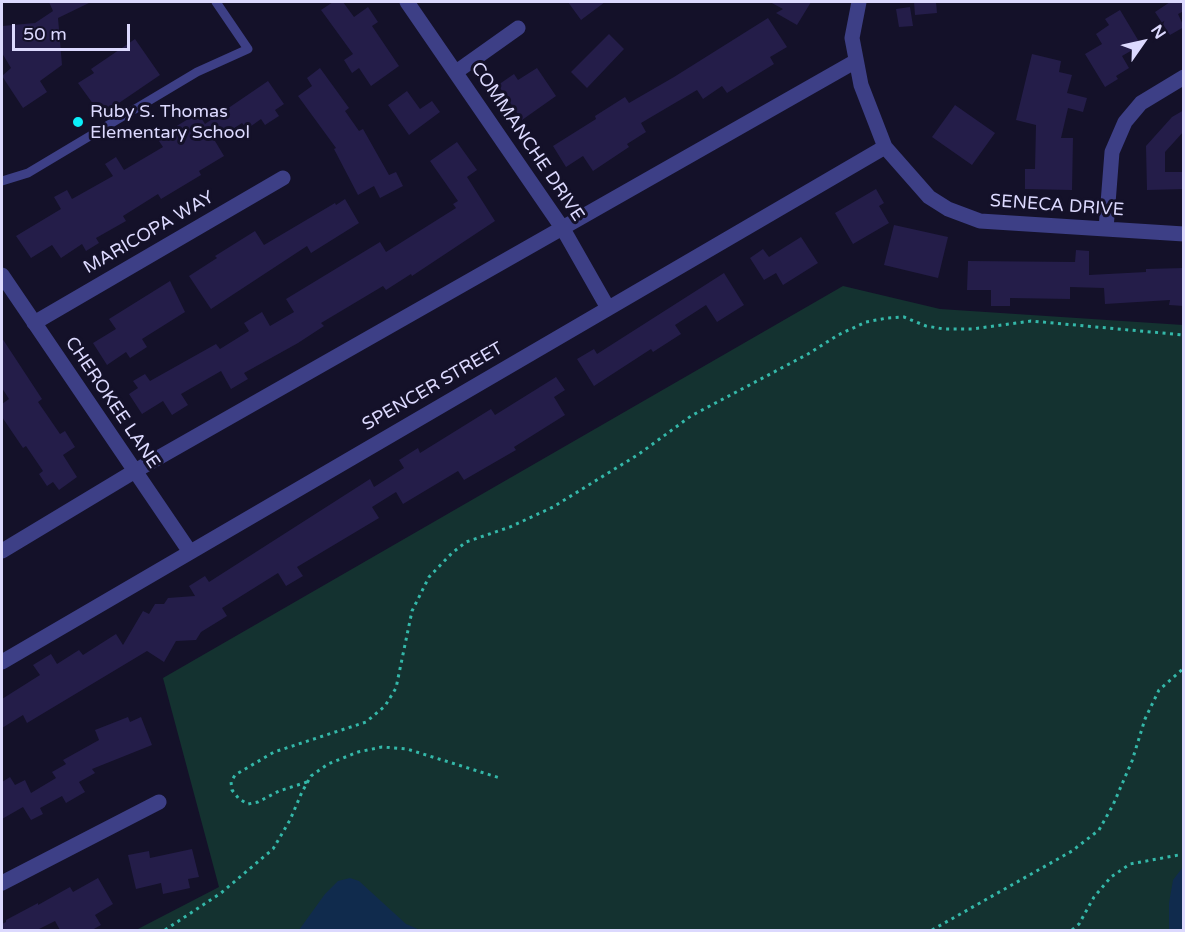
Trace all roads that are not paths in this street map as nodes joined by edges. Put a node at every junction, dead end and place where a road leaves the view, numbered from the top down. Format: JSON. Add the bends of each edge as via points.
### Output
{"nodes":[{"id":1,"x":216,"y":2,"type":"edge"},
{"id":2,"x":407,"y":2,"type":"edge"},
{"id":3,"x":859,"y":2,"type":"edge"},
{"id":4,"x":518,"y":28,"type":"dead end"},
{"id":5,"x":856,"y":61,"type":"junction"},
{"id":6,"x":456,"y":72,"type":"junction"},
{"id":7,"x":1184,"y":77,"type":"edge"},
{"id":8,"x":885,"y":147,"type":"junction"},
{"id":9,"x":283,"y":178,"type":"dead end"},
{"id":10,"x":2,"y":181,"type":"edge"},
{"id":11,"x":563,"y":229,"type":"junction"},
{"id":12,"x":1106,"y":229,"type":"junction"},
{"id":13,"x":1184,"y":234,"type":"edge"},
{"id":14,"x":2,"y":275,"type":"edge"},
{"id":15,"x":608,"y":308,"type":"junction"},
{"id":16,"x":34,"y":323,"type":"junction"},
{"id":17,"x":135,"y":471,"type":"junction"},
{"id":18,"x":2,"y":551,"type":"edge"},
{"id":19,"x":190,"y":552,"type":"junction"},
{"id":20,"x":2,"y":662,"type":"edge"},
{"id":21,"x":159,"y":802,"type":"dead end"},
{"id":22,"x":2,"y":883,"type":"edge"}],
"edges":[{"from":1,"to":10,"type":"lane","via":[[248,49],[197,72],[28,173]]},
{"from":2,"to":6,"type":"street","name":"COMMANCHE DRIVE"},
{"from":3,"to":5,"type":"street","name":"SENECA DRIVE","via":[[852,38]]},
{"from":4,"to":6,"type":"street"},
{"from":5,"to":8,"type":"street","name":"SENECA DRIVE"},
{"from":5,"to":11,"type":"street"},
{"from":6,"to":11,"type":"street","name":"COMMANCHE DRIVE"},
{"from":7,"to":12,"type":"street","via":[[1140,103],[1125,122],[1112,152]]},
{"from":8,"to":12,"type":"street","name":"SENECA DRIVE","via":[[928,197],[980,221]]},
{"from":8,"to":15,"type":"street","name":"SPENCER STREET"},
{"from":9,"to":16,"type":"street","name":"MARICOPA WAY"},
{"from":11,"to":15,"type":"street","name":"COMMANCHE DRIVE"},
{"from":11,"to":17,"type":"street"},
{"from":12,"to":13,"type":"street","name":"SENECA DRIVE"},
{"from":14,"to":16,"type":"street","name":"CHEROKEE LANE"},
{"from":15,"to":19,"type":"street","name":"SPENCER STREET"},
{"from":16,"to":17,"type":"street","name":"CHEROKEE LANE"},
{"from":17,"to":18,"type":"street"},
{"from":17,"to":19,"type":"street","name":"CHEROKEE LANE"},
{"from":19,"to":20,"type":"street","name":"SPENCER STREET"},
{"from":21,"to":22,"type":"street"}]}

§ **TASK TO COMPLETE**
Provide the count of lines in the entries above that hold the word "nodes", and leave out everything else.

§ **ANSWER SECTION**
2